'DE STEM VAN WIND EN ZEE'
Over de Zeeuwse gedichten van P.C. Boutens
Marco Goud
In J.J. Voskuils roman Het bureau staat in het eerste deel de volgende dialoog tussen meneer Beerta
en Maarten Koning:
'Ik geniet elke avond van mijn platenspeler,' zei Beerta.
Maarten hield op met tikken. Beerta zat met zijn rug naar hem toe aan zijn bureau papieren uit te
leggen.
'Hebt u ook al platen?'
'Ik heb twee platen. De Wolgaslepers en de Moldau. Prachtig mooi!'
'Dat is niet veel.'
'Voor mij is dat genoeg. Platen zijn duur. Bijna net zo duur als een boek. En ik kan hier iedere
avond opnieuw naar luisteren. Het ontroert me.
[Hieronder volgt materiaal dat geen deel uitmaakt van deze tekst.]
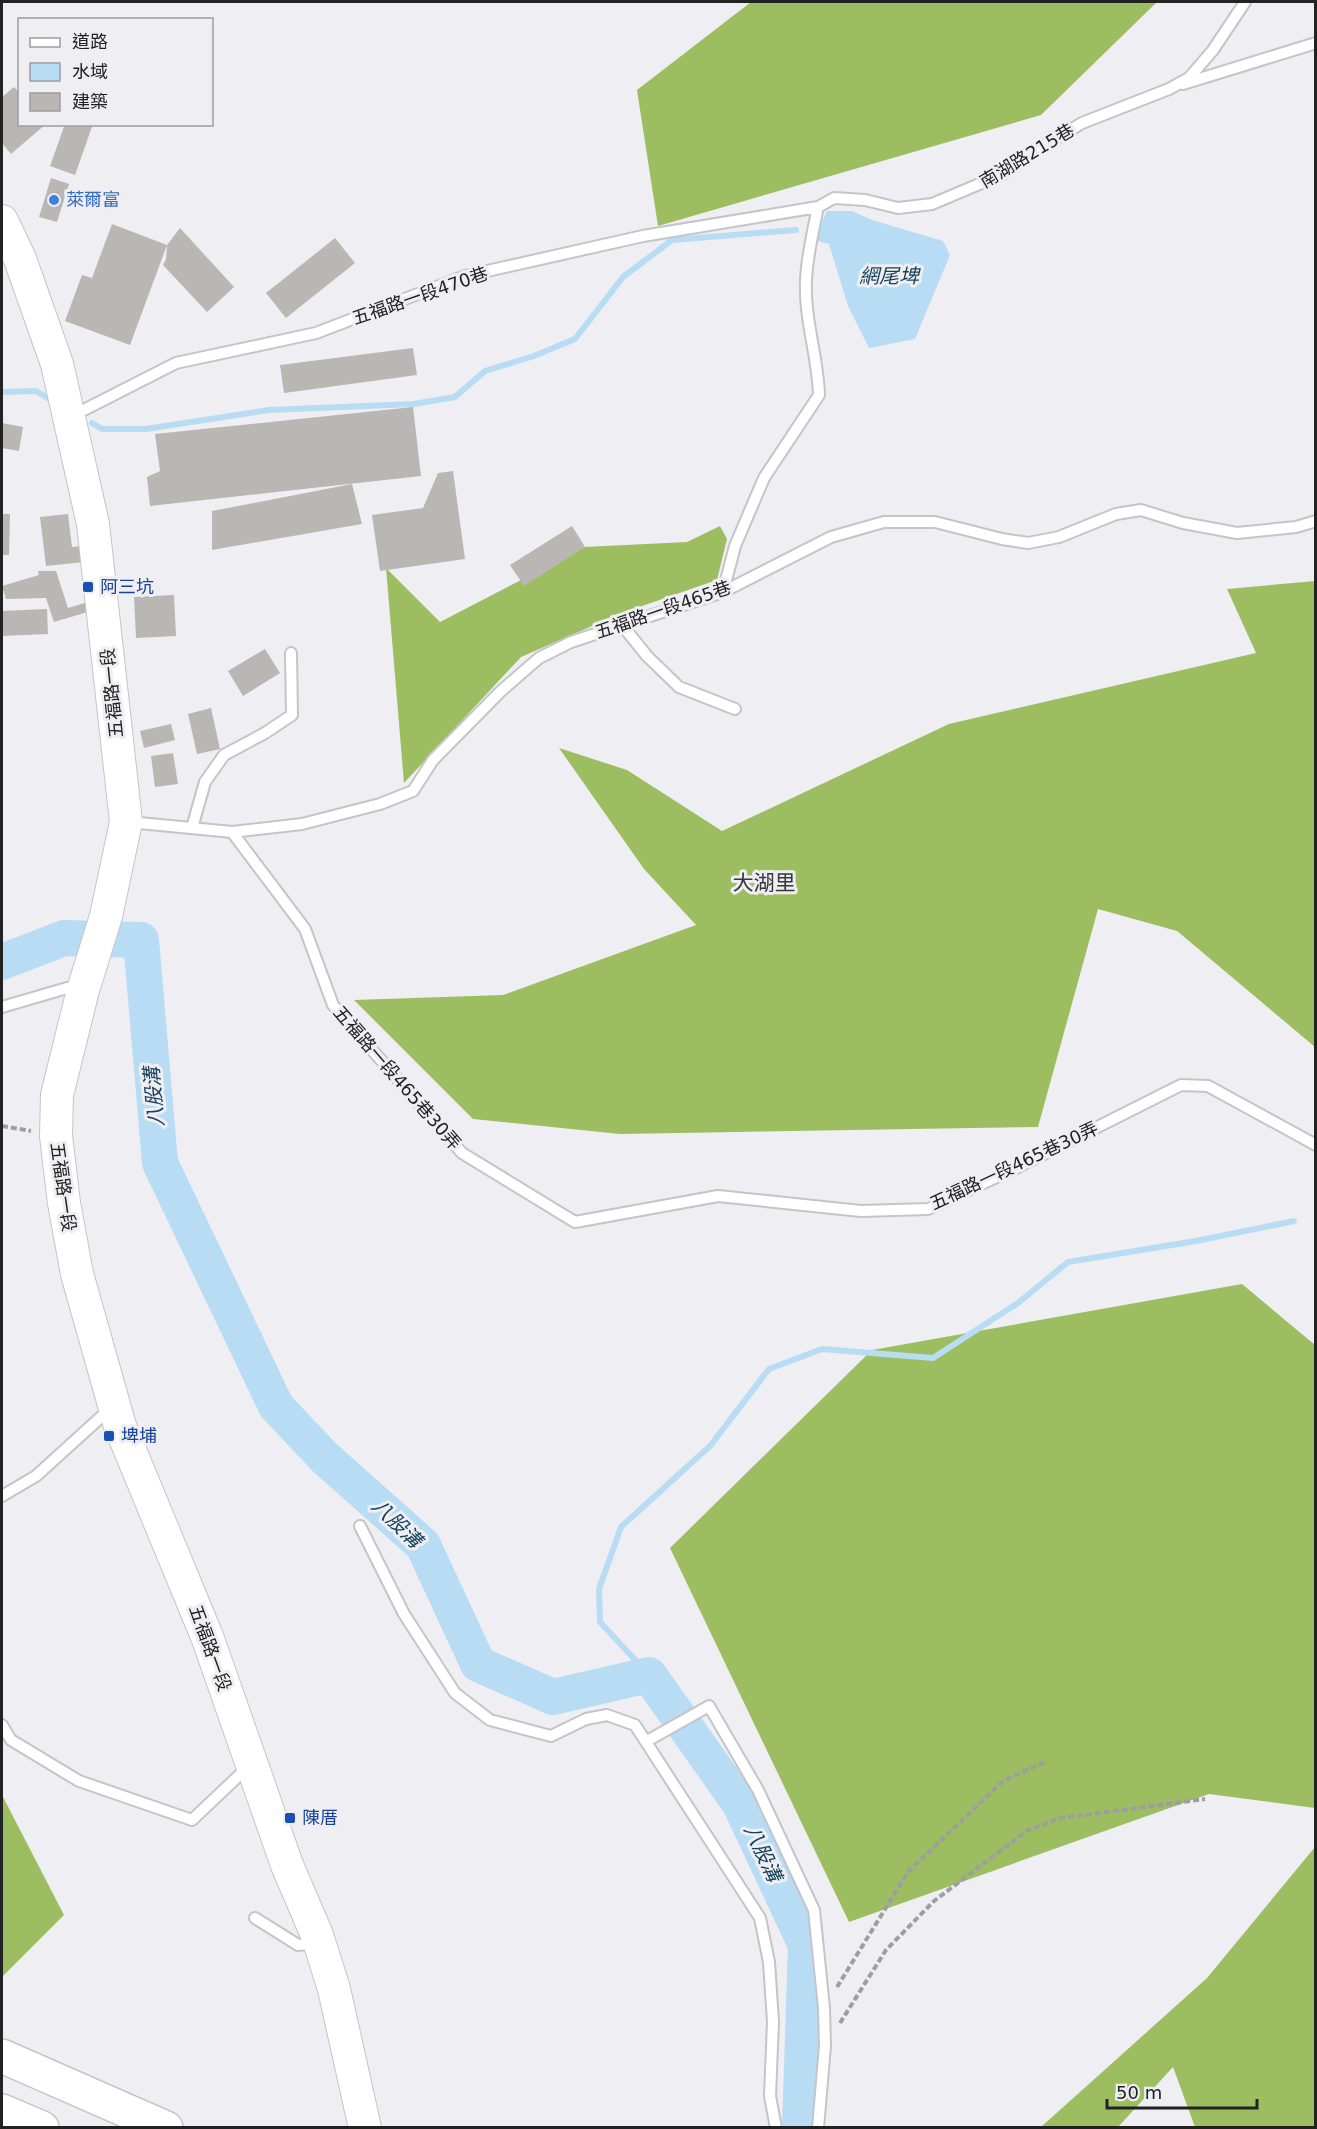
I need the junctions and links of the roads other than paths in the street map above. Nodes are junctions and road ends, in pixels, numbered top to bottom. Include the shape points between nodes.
1 (1245, 2) edge
2 (1316, 43) edge
3 (1169, 89) junction
4 (818, 207) junction
5 (2, 221) edge
6 (69, 417) junction
7 (1316, 521) edge
8 (723, 592) junction
9 (622, 625) junction
10 (291, 653) dead end
11 (735, 709) dead end
12 (126, 822) junction
13 (192, 828) junction
14 (232, 832) junction
15 (83, 990) junction
16 (2, 1007) edge
17 (1316, 1145) edge
18 (114, 1405) junction
19 (2, 1496) edge
20 (360, 1526) dead end
21 (2, 1725) edge
22 (647, 1742) dead end
23 (252, 1764) junction
24 (255, 1918) dead end
25 (319, 1943) junction
26 (2, 2056) edge
27 (2, 2111) edge
28 (42, 2127) edge
29 (166, 2127) edge
30 (365, 2127) edge
31 (776, 2127) edge
32 (818, 2127) edge

1 - 3 lane, 南湖路215巷 via 1213,50 1188,78
2 - 3 lane
3 - 4 lane, 南湖路215巷 via 1082,123 1003,174 932,204 898,208 834,198
4 - 6 lane, 五福路一段470巷 via 643,236 465,276 316,333 176,363
4 - 8 lane via 806,281 819,395 764,478 735,546
5 - 6 main road, 五福路一段 via 20,259 57,364
6 - 12 main road, 五福路一段 via 93,524
7 - 8 lane, 五福路一段465巷 via 1237,533 1182,523 1141,510 1116,514 1059,537 1028,543 935,522 884,522 831,537
8 - 9 lane, 五福路一段465巷
9 - 11 lane via 679,687
9 - 14 lane, 五福路一段465巷 via 538,658 433,760 413,791 380,804 302,824
10 - 13 lane via 292,715 224,755 205,782
12 - 13 lane, 五福路一段465巷
12 - 15 main road, 五福路一段 via 106,916
13 - 14 lane, 五福路一段465巷
14 - 17 lane, 五福路一段465巷30弄 via 306,929 333,1005 462,1153 575,1222 718,1196 861,1211 928,1209 1181,1085 1208,1086
15 - 16 lane via 67,988
15 - 18 main road, 五福路一段 via 57,1095 56,1136 77,1274
18 - 19 lane via 36,1476
18 - 23 main road, 五福路一段 via 208,1639
20 - 31 lane via 404,1614 455,1693 490,1720 551,1736 586,1719 606,1715 635,1725 760,1918 771,1986 770,2096
21 - 23 lane via 11,1740 79,1780 192,1820
22 - 32 lane via 709,1706 758,1790 814,1910 825,2046
23 - 25 main road, 五福路一段
24 - 25 lane via 298,1944
25 - 30 main road, 五福路一段 via 334,1989
26 - 29 highway
27 - 28 highway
Muziek ontroert me, meer nog soms dan een
gedicht. Behalve Henriëtte Roland Holst natuurlijk.'
'En Boutens.'
'En Boutens, maar dat is omdat dat een Middelburger is. Daar heb ik een zwak voor.'1
Vrijwel iedereen zal weten dat met meneer Beerta de bekende Middelburger P.J. Meertens (1899-
1985) bedoeld wordt. Kennelijk was voor Meertens de Middelburgse afkomst van de dichter P.C.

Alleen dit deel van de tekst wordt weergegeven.